* [Brief]
Restate the entries below verbatim.

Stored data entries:

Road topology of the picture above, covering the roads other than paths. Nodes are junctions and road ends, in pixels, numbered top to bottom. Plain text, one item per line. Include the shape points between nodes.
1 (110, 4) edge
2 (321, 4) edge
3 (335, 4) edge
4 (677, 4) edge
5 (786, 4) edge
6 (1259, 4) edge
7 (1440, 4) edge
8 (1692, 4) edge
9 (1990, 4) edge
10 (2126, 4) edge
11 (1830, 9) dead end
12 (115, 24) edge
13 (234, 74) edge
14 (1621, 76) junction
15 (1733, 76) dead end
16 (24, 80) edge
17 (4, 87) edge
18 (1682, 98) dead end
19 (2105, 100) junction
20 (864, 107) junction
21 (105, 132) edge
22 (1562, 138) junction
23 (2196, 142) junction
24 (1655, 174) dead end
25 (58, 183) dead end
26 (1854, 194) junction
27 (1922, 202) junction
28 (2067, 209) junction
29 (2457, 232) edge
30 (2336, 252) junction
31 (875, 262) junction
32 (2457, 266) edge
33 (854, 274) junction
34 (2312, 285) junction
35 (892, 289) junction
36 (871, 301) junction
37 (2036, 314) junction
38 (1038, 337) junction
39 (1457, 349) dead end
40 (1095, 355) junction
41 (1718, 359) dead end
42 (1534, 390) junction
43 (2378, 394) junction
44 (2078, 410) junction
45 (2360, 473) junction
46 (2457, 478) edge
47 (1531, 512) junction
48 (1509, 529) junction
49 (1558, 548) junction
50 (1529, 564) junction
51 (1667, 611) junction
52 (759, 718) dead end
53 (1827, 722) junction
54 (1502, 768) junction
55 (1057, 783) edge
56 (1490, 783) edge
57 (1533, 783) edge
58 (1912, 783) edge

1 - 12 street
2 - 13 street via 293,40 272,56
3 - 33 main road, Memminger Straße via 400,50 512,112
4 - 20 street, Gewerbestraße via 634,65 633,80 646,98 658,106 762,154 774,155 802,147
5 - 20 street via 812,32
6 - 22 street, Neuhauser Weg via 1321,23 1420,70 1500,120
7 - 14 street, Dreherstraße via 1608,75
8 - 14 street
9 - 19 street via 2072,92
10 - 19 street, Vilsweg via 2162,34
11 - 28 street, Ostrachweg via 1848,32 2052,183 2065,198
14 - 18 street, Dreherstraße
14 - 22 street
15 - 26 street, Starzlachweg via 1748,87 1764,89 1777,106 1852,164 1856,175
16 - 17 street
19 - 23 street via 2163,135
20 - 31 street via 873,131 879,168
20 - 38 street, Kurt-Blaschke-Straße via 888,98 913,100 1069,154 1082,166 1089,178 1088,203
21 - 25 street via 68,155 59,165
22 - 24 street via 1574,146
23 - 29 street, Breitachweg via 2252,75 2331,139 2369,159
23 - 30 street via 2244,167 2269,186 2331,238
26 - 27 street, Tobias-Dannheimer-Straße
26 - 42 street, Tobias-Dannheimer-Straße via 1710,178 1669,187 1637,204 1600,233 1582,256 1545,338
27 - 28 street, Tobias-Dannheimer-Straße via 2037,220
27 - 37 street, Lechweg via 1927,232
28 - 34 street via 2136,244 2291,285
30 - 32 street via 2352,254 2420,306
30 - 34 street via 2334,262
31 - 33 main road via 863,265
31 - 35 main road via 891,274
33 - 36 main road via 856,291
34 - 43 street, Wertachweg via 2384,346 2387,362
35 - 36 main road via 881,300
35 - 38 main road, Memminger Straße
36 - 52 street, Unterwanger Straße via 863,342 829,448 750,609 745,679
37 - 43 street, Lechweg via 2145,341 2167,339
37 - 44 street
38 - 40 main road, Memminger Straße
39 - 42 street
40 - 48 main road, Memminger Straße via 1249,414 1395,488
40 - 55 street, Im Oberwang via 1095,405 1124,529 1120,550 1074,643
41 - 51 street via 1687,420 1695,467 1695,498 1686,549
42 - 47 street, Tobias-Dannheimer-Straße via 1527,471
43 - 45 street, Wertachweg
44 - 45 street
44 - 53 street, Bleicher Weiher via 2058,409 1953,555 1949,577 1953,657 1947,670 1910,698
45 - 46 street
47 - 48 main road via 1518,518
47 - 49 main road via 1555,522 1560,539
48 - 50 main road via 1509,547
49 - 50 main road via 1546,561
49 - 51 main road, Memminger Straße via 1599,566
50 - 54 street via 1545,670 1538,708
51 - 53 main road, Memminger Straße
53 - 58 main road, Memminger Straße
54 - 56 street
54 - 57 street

* [Expected output]
Road topology of the picture above, covering the roads other than paths. Nodes are junctions and road ends, in pixels, numbered top to bottom. Plain text, one item per line. Include the shape points between nodes.
1 (110, 4) edge
2 (321, 4) edge
3 (335, 4) edge
4 (677, 4) edge
5 (786, 4) edge
6 (1259, 4) edge
7 (1440, 4) edge
8 (1692, 4) edge
9 (1990, 4) edge
10 (2126, 4) edge
11 (1830, 9) dead end
12 (115, 24) edge
13 (234, 74) edge
14 (1621, 76) junction
15 (1733, 76) dead end
16 (24, 80) edge
17 (4, 87) edge
18 (1682, 98) dead end
19 (2105, 100) junction
20 (864, 107) junction
21 (105, 132) edge
22 (1562, 138) junction
23 (2196, 142) junction
24 (1655, 174) dead end
25 (58, 183) dead end
26 (1854, 194) junction
27 (1922, 202) junction
28 (2067, 209) junction
29 (2457, 232) edge
30 (2336, 252) junction
31 (875, 262) junction
32 (2457, 266) edge
33 (854, 274) junction
34 (2312, 285) junction
35 (892, 289) junction
36 (871, 301) junction
37 (2036, 314) junction
38 (1038, 337) junction
39 (1457, 349) dead end
40 (1095, 355) junction
41 (1718, 359) dead end
42 (1534, 390) junction
43 (2378, 394) junction
44 (2078, 410) junction
45 (2360, 473) junction
46 (2457, 478) edge
47 (1531, 512) junction
48 (1509, 529) junction
49 (1558, 548) junction
50 (1529, 564) junction
51 (1667, 611) junction
52 (759, 718) dead end
53 (1827, 722) junction
54 (1502, 768) junction
55 (1057, 783) edge
56 (1490, 783) edge
57 (1533, 783) edge
58 (1912, 783) edge

1 - 12 street
2 - 13 street via 293,40 272,56
3 - 33 main road, Memminger Straße via 400,50 512,112
4 - 20 street, Gewerbestraße via 634,65 633,80 646,98 658,106 762,154 774,155 802,147
5 - 20 street via 812,32
6 - 22 street, Neuhauser Weg via 1321,23 1420,70 1500,120
7 - 14 street, Dreherstraße via 1608,75
8 - 14 street
9 - 19 street via 2072,92
10 - 19 street, Vilsweg via 2162,34
11 - 28 street, Ostrachweg via 1848,32 2052,183 2065,198
14 - 18 street, Dreherstraße
14 - 22 street
15 - 26 street, Starzlachweg via 1748,87 1764,89 1777,106 1852,164 1856,175
16 - 17 street
19 - 23 street via 2163,135
20 - 31 street via 873,131 879,168
20 - 38 street, Kurt-Blaschke-Straße via 888,98 913,100 1069,154 1082,166 1089,178 1088,203
21 - 25 street via 68,155 59,165
22 - 24 street via 1574,146
23 - 29 street, Breitachweg via 2252,75 2331,139 2369,159
23 - 30 street via 2244,167 2269,186 2331,238
26 - 27 street, Tobias-Dannheimer-Straße
26 - 42 street, Tobias-Dannheimer-Straße via 1710,178 1669,187 1637,204 1600,233 1582,256 1545,338
27 - 28 street, Tobias-Dannheimer-Straße via 2037,220
27 - 37 street, Lechweg via 1927,232
28 - 34 street via 2136,244 2291,285
30 - 32 street via 2352,254 2420,306
30 - 34 street via 2334,262
31 - 33 main road via 863,265
31 - 35 main road via 891,274
33 - 36 main road via 856,291
34 - 43 street, Wertachweg via 2384,346 2387,362
35 - 36 main road via 881,300
35 - 38 main road, Memminger Straße
36 - 52 street, Unterwanger Straße via 863,342 829,448 750,609 745,679
37 - 43 street, Lechweg via 2145,341 2167,339
37 - 44 street
38 - 40 main road, Memminger Straße
39 - 42 street
40 - 48 main road, Memminger Straße via 1249,414 1395,488
40 - 55 street, Im Oberwang via 1095,405 1124,529 1120,550 1074,643
41 - 51 street via 1687,420 1695,467 1695,498 1686,549
42 - 47 street, Tobias-Dannheimer-Straße via 1527,471
43 - 45 street, Wertachweg
44 - 45 street
44 - 53 street, Bleicher Weiher via 2058,409 1953,555 1949,577 1953,657 1947,670 1910,698
45 - 46 street
47 - 48 main road via 1518,518
47 - 49 main road via 1555,522 1560,539
48 - 50 main road via 1509,547
49 - 50 main road via 1546,561
49 - 51 main road, Memminger Straße via 1599,566
50 - 54 street via 1545,670 1538,708
51 - 53 main road, Memminger Straße
53 - 58 main road, Memminger Straße
54 - 56 street
54 - 57 street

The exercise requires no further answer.